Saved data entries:
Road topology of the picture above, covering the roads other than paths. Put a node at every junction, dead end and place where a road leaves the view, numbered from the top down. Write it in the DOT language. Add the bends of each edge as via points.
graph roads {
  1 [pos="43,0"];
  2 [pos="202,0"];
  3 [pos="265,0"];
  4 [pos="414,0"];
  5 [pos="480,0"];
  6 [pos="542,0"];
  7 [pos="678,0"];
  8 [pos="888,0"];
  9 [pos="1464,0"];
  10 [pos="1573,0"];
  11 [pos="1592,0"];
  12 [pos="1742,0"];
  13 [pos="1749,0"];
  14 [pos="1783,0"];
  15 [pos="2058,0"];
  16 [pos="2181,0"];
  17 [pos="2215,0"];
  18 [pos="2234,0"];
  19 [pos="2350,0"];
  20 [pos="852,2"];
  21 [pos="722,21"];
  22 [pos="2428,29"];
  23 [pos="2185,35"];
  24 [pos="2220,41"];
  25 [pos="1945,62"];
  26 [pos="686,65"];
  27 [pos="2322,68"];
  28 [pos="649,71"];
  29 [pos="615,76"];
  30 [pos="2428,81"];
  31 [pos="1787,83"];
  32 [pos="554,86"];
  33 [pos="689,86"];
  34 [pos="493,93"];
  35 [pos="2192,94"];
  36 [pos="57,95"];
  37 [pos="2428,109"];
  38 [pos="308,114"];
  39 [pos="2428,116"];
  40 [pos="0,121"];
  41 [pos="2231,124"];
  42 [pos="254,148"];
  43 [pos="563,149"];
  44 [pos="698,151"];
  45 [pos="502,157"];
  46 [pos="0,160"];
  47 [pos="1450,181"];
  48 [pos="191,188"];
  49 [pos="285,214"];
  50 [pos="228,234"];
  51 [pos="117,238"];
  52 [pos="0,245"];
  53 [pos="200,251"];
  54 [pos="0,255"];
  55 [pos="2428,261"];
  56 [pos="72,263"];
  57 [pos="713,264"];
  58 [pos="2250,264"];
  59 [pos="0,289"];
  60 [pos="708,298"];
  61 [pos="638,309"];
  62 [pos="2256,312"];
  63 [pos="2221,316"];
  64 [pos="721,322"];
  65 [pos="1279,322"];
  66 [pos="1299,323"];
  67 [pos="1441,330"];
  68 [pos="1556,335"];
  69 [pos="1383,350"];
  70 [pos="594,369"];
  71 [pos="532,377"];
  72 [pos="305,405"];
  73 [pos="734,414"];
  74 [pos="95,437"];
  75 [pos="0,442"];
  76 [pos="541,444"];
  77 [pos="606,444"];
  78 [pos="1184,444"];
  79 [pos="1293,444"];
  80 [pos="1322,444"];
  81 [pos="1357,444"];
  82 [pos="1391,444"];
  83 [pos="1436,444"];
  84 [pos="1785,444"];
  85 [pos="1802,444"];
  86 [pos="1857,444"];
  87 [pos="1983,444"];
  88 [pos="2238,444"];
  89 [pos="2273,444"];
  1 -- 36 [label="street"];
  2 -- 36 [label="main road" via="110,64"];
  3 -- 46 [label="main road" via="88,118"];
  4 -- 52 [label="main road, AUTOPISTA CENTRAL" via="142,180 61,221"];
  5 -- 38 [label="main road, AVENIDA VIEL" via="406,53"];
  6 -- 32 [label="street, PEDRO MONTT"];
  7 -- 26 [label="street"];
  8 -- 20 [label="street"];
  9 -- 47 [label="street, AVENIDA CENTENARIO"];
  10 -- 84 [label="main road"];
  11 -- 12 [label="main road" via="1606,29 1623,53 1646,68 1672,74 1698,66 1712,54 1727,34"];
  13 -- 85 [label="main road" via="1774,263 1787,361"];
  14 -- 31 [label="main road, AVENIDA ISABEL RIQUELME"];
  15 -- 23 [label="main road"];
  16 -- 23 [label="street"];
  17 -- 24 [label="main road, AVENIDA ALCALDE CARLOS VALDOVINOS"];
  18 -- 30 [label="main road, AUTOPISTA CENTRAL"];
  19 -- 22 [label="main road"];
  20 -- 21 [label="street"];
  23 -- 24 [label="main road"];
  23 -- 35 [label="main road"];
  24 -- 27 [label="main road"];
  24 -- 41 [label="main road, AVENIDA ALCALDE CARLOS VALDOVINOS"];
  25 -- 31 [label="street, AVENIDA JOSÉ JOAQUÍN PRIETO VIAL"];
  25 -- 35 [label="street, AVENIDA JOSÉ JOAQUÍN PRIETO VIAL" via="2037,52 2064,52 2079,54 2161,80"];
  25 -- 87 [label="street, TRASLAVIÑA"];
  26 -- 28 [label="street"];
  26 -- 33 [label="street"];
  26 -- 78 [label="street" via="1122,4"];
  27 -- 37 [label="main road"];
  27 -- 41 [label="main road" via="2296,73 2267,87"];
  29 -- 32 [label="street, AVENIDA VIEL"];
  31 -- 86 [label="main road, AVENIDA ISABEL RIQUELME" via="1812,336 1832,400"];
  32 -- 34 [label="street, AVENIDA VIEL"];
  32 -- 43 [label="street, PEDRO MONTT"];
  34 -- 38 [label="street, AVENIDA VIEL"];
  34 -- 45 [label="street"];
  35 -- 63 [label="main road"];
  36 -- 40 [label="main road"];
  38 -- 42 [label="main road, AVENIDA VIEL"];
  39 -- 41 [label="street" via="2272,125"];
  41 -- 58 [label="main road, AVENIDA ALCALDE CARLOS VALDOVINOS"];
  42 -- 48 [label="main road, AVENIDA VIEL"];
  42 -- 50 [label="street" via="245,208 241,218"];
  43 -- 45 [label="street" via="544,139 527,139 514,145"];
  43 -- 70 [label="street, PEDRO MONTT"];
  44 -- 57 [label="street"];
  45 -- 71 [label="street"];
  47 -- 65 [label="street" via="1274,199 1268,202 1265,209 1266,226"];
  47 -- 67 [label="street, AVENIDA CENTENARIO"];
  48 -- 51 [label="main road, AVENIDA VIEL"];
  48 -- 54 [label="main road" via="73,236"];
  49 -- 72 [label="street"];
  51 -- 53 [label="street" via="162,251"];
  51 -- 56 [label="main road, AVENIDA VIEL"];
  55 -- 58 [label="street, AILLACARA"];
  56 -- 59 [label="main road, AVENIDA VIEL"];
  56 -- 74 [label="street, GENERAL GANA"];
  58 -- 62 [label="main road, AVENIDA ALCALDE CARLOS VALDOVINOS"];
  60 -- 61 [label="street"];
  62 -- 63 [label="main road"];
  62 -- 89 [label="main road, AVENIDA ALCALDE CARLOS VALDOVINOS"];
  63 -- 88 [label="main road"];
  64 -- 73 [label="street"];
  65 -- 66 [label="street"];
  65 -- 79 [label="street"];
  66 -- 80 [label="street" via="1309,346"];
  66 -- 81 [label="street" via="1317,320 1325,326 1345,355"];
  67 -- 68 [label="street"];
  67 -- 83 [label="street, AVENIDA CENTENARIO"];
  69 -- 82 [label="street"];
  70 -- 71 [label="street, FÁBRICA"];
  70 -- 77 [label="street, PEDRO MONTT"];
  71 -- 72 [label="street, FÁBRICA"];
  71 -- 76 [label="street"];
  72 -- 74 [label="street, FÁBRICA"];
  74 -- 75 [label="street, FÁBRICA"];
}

◆ **Exercise**:
Could you retype each record exactly as it appears?

◆ **Finished exercise**:
Road topology of the picture above, covering the roads other than paths. Put a node at every junction, dead end and place where a road leaves the view, numbered from the top down. Write it in the DOT language. Add the bends of each edge as via points.
graph roads {
  1 [pos="43,0"];
  2 [pos="202,0"];
  3 [pos="265,0"];
  4 [pos="414,0"];
  5 [pos="480,0"];
  6 [pos="542,0"];
  7 [pos="678,0"];
  8 [pos="888,0"];
  9 [pos="1464,0"];
  10 [pos="1573,0"];
  11 [pos="1592,0"];
  12 [pos="1742,0"];
  13 [pos="1749,0"];
  14 [pos="1783,0"];
  15 [pos="2058,0"];
  16 [pos="2181,0"];
  17 [pos="2215,0"];
  18 [pos="2234,0"];
  19 [pos="2350,0"];
  20 [pos="852,2"];
  21 [pos="722,21"];
  22 [pos="2428,29"];
  23 [pos="2185,35"];
  24 [pos="2220,41"];
  25 [pos="1945,62"];
  26 [pos="686,65"];
  27 [pos="2322,68"];
  28 [pos="649,71"];
  29 [pos="615,76"];
  30 [pos="2428,81"];
  31 [pos="1787,83"];
  32 [pos="554,86"];
  33 [pos="689,86"];
  34 [pos="493,93"];
  35 [pos="2192,94"];
  36 [pos="57,95"];
  37 [pos="2428,109"];
  38 [pos="308,114"];
  39 [pos="2428,116"];
  40 [pos="0,121"];
  41 [pos="2231,124"];
  42 [pos="254,148"];
  43 [pos="563,149"];
  44 [pos="698,151"];
  45 [pos="502,157"];
  46 [pos="0,160"];
  47 [pos="1450,181"];
  48 [pos="191,188"];
  49 [pos="285,214"];
  50 [pos="228,234"];
  51 [pos="117,238"];
  52 [pos="0,245"];
  53 [pos="200,251"];
  54 [pos="0,255"];
  55 [pos="2428,261"];
  56 [pos="72,263"];
  57 [pos="713,264"];
  58 [pos="2250,264"];
  59 [pos="0,289"];
  60 [pos="708,298"];
  61 [pos="638,309"];
  62 [pos="2256,312"];
  63 [pos="2221,316"];
  64 [pos="721,322"];
  65 [pos="1279,322"];
  66 [pos="1299,323"];
  67 [pos="1441,330"];
  68 [pos="1556,335"];
  69 [pos="1383,350"];
  70 [pos="594,369"];
  71 [pos="532,377"];
  72 [pos="305,405"];
  73 [pos="734,414"];
  74 [pos="95,437"];
  75 [pos="0,442"];
  76 [pos="541,444"];
  77 [pos="606,444"];
  78 [pos="1184,444"];
  79 [pos="1293,444"];
  80 [pos="1322,444"];
  81 [pos="1357,444"];
  82 [pos="1391,444"];
  83 [pos="1436,444"];
  84 [pos="1785,444"];
  85 [pos="1802,444"];
  86 [pos="1857,444"];
  87 [pos="1983,444"];
  88 [pos="2238,444"];
  89 [pos="2273,444"];
  1 -- 36 [label="street"];
  2 -- 36 [label="main road" via="110,64"];
  3 -- 46 [label="main road" via="88,118"];
  4 -- 52 [label="main road, AUTOPISTA CENTRAL" via="142,180 61,221"];
  5 -- 38 [label="main road, AVENIDA VIEL" via="406,53"];
  6 -- 32 [label="street, PEDRO MONTT"];
  7 -- 26 [label="street"];
  8 -- 20 [label="street"];
  9 -- 47 [label="street, AVENIDA CENTENARIO"];
  10 -- 84 [label="main road"];
  11 -- 12 [label="main road" via="1606,29 1623,53 1646,68 1672,74 1698,66 1712,54 1727,34"];
  13 -- 85 [label="main road" via="1774,263 1787,361"];
  14 -- 31 [label="main road, AVENIDA ISABEL RIQUELME"];
  15 -- 23 [label="main road"];
  16 -- 23 [label="street"];
  17 -- 24 [label="main road, AVENIDA ALCALDE CARLOS VALDOVINOS"];
  18 -- 30 [label="main road, AUTOPISTA CENTRAL"];
  19 -- 22 [label="main road"];
  20 -- 21 [label="street"];
  23 -- 24 [label="main road"];
  23 -- 35 [label="main road"];
  24 -- 27 [label="main road"];
  24 -- 41 [label="main road, AVENIDA ALCALDE CARLOS VALDOVINOS"];
  25 -- 31 [label="street, AVENIDA JOSÉ JOAQUÍN PRIETO VIAL"];
  25 -- 35 [label="street, AVENIDA JOSÉ JOAQUÍN PRIETO VIAL" via="2037,52 2064,52 2079,54 2161,80"];
  25 -- 87 [label="street, TRASLAVIÑA"];
  26 -- 28 [label="street"];
  26 -- 33 [label="street"];
  26 -- 78 [label="street" via="1122,4"];
  27 -- 37 [label="main road"];
  27 -- 41 [label="main road" via="2296,73 2267,87"];
  29 -- 32 [label="street, AVENIDA VIEL"];
  31 -- 86 [label="main road, AVENIDA ISABEL RIQUELME" via="1812,336 1832,400"];
  32 -- 34 [label="street, AVENIDA VIEL"];
  32 -- 43 [label="street, PEDRO MONTT"];
  34 -- 38 [label="street, AVENIDA VIEL"];
  34 -- 45 [label="street"];
  35 -- 63 [label="main road"];
  36 -- 40 [label="main road"];
  38 -- 42 [label="main road, AVENIDA VIEL"];
  39 -- 41 [label="street" via="2272,125"];
  41 -- 58 [label="main road, AVENIDA ALCALDE CARLOS VALDOVINOS"];
  42 -- 48 [label="main road, AVENIDA VIEL"];
  42 -- 50 [label="street" via="245,208 241,218"];
  43 -- 45 [label="street" via="544,139 527,139 514,145"];
  43 -- 70 [label="street, PEDRO MONTT"];
  44 -- 57 [label="street"];
  45 -- 71 [label="street"];
  47 -- 65 [label="street" via="1274,199 1268,202 1265,209 1266,226"];
  47 -- 67 [label="street, AVENIDA CENTENARIO"];
  48 -- 51 [label="main road, AVENIDA VIEL"];
  48 -- 54 [label="main road" via="73,236"];
  49 -- 72 [label="street"];
  51 -- 53 [label="street" via="162,251"];
  51 -- 56 [label="main road, AVENIDA VIEL"];
  55 -- 58 [label="street, AILLACARA"];
  56 -- 59 [label="main road, AVENIDA VIEL"];
  56 -- 74 [label="street, GENERAL GANA"];
  58 -- 62 [label="main road, AVENIDA ALCALDE CARLOS VALDOVINOS"];
  60 -- 61 [label="street"];
  62 -- 63 [label="main road"];
  62 -- 89 [label="main road, AVENIDA ALCALDE CARLOS VALDOVINOS"];
  63 -- 88 [label="main road"];
  64 -- 73 [label="street"];
  65 -- 66 [label="street"];
  65 -- 79 [label="street"];
  66 -- 80 [label="street" via="1309,346"];
  66 -- 81 [label="street" via="1317,320 1325,326 1345,355"];
  67 -- 68 [label="street"];
  67 -- 83 [label="street, AVENIDA CENTENARIO"];
  69 -- 82 [label="street"];
  70 -- 71 [label="street, FÁBRICA"];
  70 -- 77 [label="street, PEDRO MONTT"];
  71 -- 72 [label="street, FÁBRICA"];
  71 -- 76 [label="street"];
  72 -- 74 [label="street, FÁBRICA"];
  74 -- 75 [label="street, FÁBRICA"];
}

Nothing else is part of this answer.